▸ **WORK TASK**: Print every entry exactly as it appears, but skip the pictures.
● ● ● ●
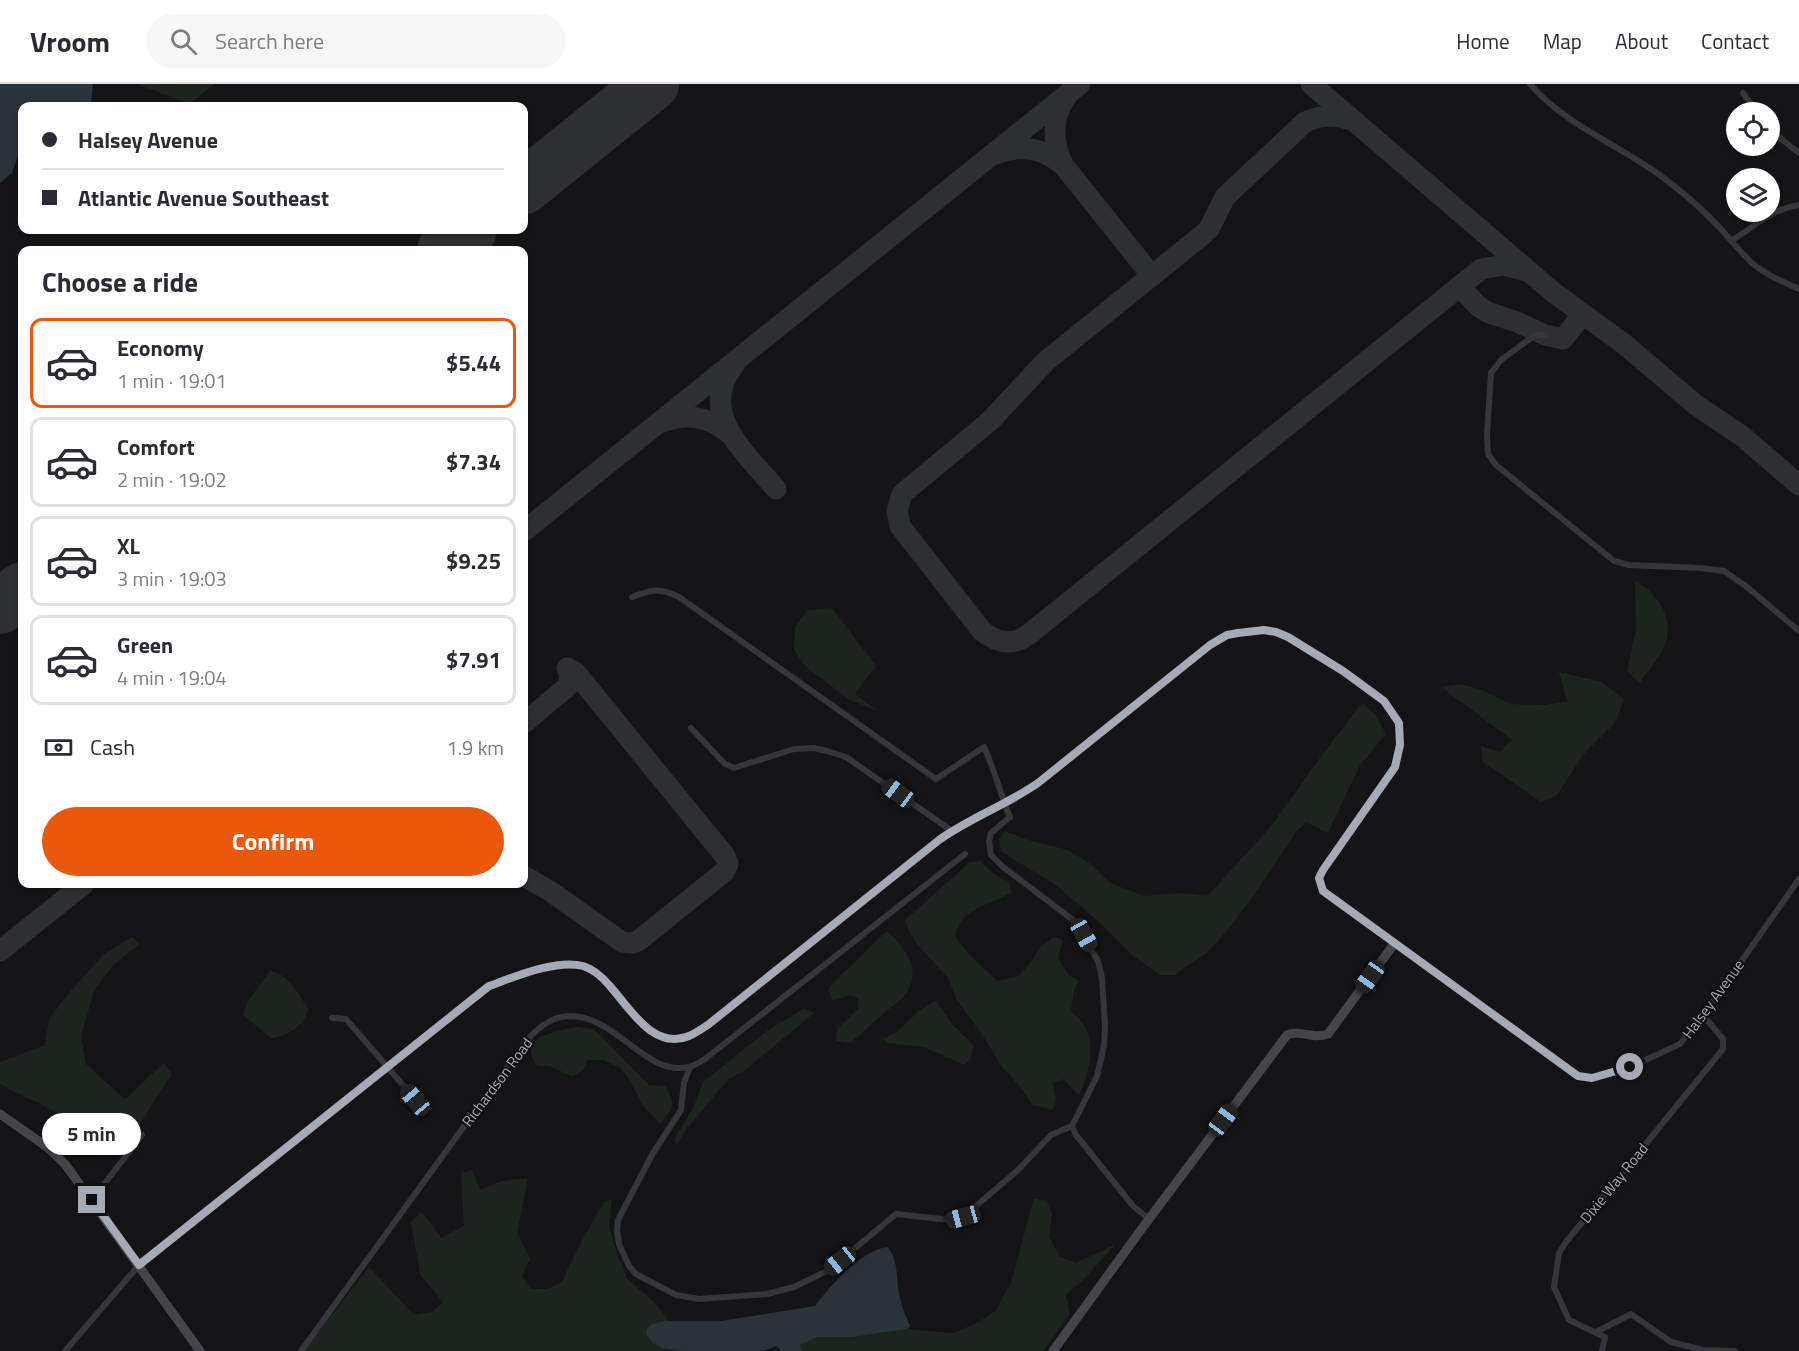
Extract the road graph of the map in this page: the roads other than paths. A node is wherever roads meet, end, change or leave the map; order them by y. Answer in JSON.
{"nodes":[{"id":1,"x":1530,"y":84,"type":"edge"},
{"id":2,"x":1743,"y":93,"type":"dead end"},
{"id":3,"x":1750,"y":102,"type":"edge"},
{"id":4,"x":1780,"y":138,"type":"edge"},
{"id":5,"x":1799,"y":153,"type":"edge"},
{"id":6,"x":1799,"y":205,"type":"edge"},
{"id":7,"x":1731,"y":241,"type":"junction"},
{"id":8,"x":1799,"y":289,"type":"edge"},
{"id":9,"x":1545,"y":335,"type":"dead end"},
{"id":10,"x":632,"y":597,"type":"dead end"},
{"id":11,"x":1799,"y":632,"type":"edge"},
{"id":12,"x":691,"y":728,"type":"dead end"},
{"id":13,"x":1004,"y":804,"type":"junction"},
{"id":14,"x":952,"y":831,"type":"junction"},
{"id":15,"x":965,"y":854,"type":"dead end"},
{"id":16,"x":1799,"y":879,"type":"edge"},
{"id":17,"x":1394,"y":944,"type":"junction"},
{"id":18,"x":1703,"y":1015,"type":"junction"},
{"id":19,"x":332,"y":1018,"type":"dead end"},
{"id":20,"x":388,"y":1067,"type":"junction"},
{"id":21,"x":690,"y":1068,"type":"junction"},
{"id":22,"x":415,"y":1100,"type":"dead end"},
{"id":23,"x":0,"y":1114,"type":"edge"},
{"id":24,"x":1072,"y":1126,"type":"junction"},
{"id":25,"x":142,"y":1135,"type":"dead end"},
{"id":26,"x":92,"y":1200,"type":"junction"},
{"id":27,"x":1149,"y":1219,"type":"junction"},
{"id":28,"x":139,"y":1265,"type":"junction"},
{"id":29,"x":1596,"y":1332,"type":"junction"},
{"id":30,"x":65,"y":1351,"type":"edge"},
{"id":31,"x":200,"y":1351,"type":"edge"},
{"id":32,"x":301,"y":1351,"type":"edge"},
{"id":33,"x":1053,"y":1351,"type":"edge"},
{"id":34,"x":1602,"y":1351,"type":"edge"},
{"id":35,"x":1735,"y":1351,"type":"edge"}],
"edges":[{"from":1,"to":7,"type":"street"},
{"from":2,"to":3,"type":"street"},
{"from":4,"to":5,"type":"street"},
{"from":6,"to":7,"type":"street"},
{"from":7,"to":8,"type":"street"},
{"from":9,"to":11,"type":"street"},
{"from":10,"to":13,"type":"street"},
{"from":12,"to":14,"type":"street"},
{"from":13,"to":14,"type":"street","name":"Halsey Avenue"},
{"from":13,"to":17,"type":"street","name":"Halsey Avenue"},
{"from":13,"to":24,"type":"street"},
{"from":14,"to":20,"type":"street","name":"Halsey Avenue"},
{"from":15,"to":21,"type":"street"},
{"from":16,"to":18,"type":"street","name":"Halsey Avenue"},
{"from":17,"to":18,"type":"street","name":"Halsey Avenue"},
{"from":17,"to":27,"type":"street"},
{"from":18,"to":29,"type":"street","name":"Dixie Way Road"},
{"from":19,"to":20,"type":"street"},
{"from":20,"to":22,"type":"street"},
{"from":20,"to":28,"type":"street","name":"Halsey Avenue"},
{"from":21,"to":24,"type":"street"},
{"from":21,"to":32,"type":"street","name":"Richardson Road"},
{"from":23,"to":26,"type":"street"},
{"from":24,"to":27,"type":"street"},
{"from":25,"to":26,"type":"street"},
{"from":26,"to":28,"type":"street"},
{"from":27,"to":33,"type":"street"},
{"from":28,"to":30,"type":"street","name":"Halsey Avenue"},
{"from":28,"to":31,"type":"street"},
{"from":29,"to":34,"type":"street"},
{"from":29,"to":35,"type":"street"}]}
● ● ● ●
▸ **WRITTEN SOLUTION**:
Extract the road graph of the map in this page: the roads other than paths. A node is wherever roads meet, end, change or leave the map; order them by y. Answer in JSON.
{"nodes":[{"id":1,"x":1530,"y":84,"type":"edge"},
{"id":2,"x":1743,"y":93,"type":"dead end"},
{"id":3,"x":1750,"y":102,"type":"edge"},
{"id":4,"x":1780,"y":138,"type":"edge"},
{"id":5,"x":1799,"y":153,"type":"edge"},
{"id":6,"x":1799,"y":205,"type":"edge"},
{"id":7,"x":1731,"y":241,"type":"junction"},
{"id":8,"x":1799,"y":289,"type":"edge"},
{"id":9,"x":1545,"y":335,"type":"dead end"},
{"id":10,"x":632,"y":597,"type":"dead end"},
{"id":11,"x":1799,"y":632,"type":"edge"},
{"id":12,"x":691,"y":728,"type":"dead end"},
{"id":13,"x":1004,"y":804,"type":"junction"},
{"id":14,"x":952,"y":831,"type":"junction"},
{"id":15,"x":965,"y":854,"type":"dead end"},
{"id":16,"x":1799,"y":879,"type":"edge"},
{"id":17,"x":1394,"y":944,"type":"junction"},
{"id":18,"x":1703,"y":1015,"type":"junction"},
{"id":19,"x":332,"y":1018,"type":"dead end"},
{"id":20,"x":388,"y":1067,"type":"junction"},
{"id":21,"x":690,"y":1068,"type":"junction"},
{"id":22,"x":415,"y":1100,"type":"dead end"},
{"id":23,"x":0,"y":1114,"type":"edge"},
{"id":24,"x":1072,"y":1126,"type":"junction"},
{"id":25,"x":142,"y":1135,"type":"dead end"},
{"id":26,"x":92,"y":1200,"type":"junction"},
{"id":27,"x":1149,"y":1219,"type":"junction"},
{"id":28,"x":139,"y":1265,"type":"junction"},
{"id":29,"x":1596,"y":1332,"type":"junction"},
{"id":30,"x":65,"y":1351,"type":"edge"},
{"id":31,"x":200,"y":1351,"type":"edge"},
{"id":32,"x":301,"y":1351,"type":"edge"},
{"id":33,"x":1053,"y":1351,"type":"edge"},
{"id":34,"x":1602,"y":1351,"type":"edge"},
{"id":35,"x":1735,"y":1351,"type":"edge"}],
"edges":[{"from":1,"to":7,"type":"street"},
{"from":2,"to":3,"type":"street"},
{"from":4,"to":5,"type":"street"},
{"from":6,"to":7,"type":"street"},
{"from":7,"to":8,"type":"street"},
{"from":9,"to":11,"type":"street"},
{"from":10,"to":13,"type":"street"},
{"from":12,"to":14,"type":"street"},
{"from":13,"to":14,"type":"street","name":"Halsey Avenue"},
{"from":13,"to":17,"type":"street","name":"Halsey Avenue"},
{"from":13,"to":24,"type":"street"},
{"from":14,"to":20,"type":"street","name":"Halsey Avenue"},
{"from":15,"to":21,"type":"street"},
{"from":16,"to":18,"type":"street","name":"Halsey Avenue"},
{"from":17,"to":18,"type":"street","name":"Halsey Avenue"},
{"from":17,"to":27,"type":"street"},
{"from":18,"to":29,"type":"street","name":"Dixie Way Road"},
{"from":19,"to":20,"type":"street"},
{"from":20,"to":22,"type":"street"},
{"from":20,"to":28,"type":"street","name":"Halsey Avenue"},
{"from":21,"to":24,"type":"street"},
{"from":21,"to":32,"type":"street","name":"Richardson Road"},
{"from":23,"to":26,"type":"street"},
{"from":24,"to":27,"type":"street"},
{"from":25,"to":26,"type":"street"},
{"from":26,"to":28,"type":"street"},
{"from":27,"to":33,"type":"street"},
{"from":28,"to":30,"type":"street","name":"Halsey Avenue"},
{"from":28,"to":31,"type":"street"},
{"from":29,"to":34,"type":"street"},
{"from":29,"to":35,"type":"street"}]}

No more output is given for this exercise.